» **Task item**
Please report every line of the listing below that has the word "Give" in it.

== Segment start ==

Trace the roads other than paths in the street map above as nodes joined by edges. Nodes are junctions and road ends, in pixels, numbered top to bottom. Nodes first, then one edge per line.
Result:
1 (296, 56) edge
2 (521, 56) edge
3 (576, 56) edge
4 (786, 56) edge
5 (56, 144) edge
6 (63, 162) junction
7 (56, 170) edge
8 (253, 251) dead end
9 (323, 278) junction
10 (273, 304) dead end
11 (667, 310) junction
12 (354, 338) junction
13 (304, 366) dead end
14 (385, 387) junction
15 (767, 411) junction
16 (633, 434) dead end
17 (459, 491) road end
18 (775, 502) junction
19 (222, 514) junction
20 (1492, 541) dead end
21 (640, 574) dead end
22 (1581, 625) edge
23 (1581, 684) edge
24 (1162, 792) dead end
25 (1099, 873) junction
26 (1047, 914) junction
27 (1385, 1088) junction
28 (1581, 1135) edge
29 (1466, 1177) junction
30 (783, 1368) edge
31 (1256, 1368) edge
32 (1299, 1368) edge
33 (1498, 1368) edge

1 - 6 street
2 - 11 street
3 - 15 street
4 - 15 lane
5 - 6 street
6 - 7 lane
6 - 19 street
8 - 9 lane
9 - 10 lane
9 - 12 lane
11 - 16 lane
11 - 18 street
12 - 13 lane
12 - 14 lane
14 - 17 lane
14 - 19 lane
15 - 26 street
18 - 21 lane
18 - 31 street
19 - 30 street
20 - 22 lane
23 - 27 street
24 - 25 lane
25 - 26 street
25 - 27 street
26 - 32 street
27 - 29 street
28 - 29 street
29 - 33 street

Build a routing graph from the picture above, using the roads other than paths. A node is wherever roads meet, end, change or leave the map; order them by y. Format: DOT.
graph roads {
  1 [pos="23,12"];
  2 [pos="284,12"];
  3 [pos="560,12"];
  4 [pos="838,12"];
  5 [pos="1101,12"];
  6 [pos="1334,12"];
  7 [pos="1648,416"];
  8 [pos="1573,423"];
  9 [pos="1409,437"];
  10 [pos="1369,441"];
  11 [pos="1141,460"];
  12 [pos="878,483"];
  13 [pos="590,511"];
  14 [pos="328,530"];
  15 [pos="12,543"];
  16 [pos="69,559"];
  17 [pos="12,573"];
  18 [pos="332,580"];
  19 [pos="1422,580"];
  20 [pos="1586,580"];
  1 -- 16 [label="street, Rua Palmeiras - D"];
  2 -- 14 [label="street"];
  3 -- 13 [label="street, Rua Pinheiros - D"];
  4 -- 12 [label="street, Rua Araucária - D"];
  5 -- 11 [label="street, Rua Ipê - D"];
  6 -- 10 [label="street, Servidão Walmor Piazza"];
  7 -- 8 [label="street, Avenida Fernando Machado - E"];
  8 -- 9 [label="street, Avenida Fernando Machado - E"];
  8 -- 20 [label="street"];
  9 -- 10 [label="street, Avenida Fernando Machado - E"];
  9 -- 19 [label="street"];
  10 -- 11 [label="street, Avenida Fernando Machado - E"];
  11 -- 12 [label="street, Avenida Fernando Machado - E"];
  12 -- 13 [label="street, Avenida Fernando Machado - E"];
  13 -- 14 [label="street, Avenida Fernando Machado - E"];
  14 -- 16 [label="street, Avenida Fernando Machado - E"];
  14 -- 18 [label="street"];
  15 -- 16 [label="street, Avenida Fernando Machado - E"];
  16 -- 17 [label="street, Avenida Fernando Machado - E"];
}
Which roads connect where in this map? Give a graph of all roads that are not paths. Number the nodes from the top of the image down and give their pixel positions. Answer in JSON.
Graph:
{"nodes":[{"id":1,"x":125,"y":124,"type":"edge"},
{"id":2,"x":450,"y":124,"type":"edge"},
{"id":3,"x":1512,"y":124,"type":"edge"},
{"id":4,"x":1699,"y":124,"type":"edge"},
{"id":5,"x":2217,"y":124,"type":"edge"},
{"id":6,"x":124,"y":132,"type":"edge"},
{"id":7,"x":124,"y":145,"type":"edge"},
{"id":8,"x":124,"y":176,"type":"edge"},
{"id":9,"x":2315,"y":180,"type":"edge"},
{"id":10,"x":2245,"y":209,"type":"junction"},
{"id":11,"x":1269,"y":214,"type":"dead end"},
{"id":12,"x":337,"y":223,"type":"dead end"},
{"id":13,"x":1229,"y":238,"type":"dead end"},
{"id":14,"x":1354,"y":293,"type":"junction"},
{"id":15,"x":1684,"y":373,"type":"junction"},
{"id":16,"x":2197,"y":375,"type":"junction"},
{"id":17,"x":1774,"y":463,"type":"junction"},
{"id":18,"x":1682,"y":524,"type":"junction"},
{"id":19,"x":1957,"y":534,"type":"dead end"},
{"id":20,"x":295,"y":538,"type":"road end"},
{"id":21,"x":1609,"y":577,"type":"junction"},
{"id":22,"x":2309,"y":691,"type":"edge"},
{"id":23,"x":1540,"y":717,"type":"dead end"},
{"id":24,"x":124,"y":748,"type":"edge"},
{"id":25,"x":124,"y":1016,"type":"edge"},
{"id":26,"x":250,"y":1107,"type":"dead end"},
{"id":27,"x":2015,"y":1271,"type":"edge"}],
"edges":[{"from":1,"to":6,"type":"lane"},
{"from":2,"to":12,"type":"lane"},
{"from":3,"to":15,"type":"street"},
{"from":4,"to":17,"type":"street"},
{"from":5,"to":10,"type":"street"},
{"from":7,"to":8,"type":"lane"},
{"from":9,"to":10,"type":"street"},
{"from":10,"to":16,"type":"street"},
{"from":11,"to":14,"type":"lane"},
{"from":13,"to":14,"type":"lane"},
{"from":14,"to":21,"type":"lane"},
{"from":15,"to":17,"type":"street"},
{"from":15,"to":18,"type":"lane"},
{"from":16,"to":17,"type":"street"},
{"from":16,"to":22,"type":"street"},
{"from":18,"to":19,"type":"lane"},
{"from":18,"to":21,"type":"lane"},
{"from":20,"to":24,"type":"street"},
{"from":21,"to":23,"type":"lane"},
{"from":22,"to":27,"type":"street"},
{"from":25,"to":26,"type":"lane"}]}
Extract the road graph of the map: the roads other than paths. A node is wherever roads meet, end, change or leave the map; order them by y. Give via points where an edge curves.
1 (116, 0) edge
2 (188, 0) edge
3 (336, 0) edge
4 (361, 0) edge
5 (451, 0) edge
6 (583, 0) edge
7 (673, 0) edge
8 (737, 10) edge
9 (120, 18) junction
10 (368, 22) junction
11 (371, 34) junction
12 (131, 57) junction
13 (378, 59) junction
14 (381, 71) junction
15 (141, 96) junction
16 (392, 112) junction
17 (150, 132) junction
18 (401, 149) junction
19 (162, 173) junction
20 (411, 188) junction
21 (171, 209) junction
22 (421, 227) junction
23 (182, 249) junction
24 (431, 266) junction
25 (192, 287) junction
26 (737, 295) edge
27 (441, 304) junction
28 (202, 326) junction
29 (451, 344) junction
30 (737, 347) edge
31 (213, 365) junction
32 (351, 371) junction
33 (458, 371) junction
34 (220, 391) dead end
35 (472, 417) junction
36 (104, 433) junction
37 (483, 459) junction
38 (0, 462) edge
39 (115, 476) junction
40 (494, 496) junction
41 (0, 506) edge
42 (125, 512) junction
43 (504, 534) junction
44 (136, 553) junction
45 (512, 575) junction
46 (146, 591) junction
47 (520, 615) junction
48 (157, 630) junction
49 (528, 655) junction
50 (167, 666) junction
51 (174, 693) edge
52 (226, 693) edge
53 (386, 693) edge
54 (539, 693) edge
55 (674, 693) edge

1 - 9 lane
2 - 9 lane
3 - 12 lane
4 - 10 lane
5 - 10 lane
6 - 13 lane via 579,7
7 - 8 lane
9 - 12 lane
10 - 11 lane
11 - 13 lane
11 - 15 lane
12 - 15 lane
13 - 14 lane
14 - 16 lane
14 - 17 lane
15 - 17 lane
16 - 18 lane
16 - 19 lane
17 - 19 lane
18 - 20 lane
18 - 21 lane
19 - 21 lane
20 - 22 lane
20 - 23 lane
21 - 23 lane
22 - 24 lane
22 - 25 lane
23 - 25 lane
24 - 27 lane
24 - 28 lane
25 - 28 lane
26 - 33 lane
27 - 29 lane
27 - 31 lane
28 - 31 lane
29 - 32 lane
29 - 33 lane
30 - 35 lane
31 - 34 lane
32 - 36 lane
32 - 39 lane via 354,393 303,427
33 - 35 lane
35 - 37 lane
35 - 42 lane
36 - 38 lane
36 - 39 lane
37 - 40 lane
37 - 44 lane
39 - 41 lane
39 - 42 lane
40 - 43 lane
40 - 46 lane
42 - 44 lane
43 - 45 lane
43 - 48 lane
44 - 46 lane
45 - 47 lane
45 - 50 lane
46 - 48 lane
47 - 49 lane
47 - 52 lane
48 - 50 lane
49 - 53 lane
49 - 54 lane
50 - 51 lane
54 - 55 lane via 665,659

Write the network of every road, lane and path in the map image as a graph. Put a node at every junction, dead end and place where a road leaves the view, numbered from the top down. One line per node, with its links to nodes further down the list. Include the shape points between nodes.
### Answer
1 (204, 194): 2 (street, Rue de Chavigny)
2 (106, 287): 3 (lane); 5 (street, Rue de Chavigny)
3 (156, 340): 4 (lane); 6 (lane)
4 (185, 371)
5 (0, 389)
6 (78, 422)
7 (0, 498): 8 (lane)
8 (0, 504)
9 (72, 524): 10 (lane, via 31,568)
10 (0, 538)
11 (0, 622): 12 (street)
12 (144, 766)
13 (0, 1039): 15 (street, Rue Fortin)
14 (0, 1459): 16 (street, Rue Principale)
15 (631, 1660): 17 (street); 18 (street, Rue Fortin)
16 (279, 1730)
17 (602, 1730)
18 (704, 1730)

== Segment end ==

» **Written response**
Which roads connect where in this map? Give a graph of all roads that are not paths. Number the nodes from the top of the image down and give their pixel positions. Answer in JSON.
Extract the road graph of the map: the roads other than paths. A node is wherever roads meet, end, change or leave the map; order them by y. Give via points where an edge curves.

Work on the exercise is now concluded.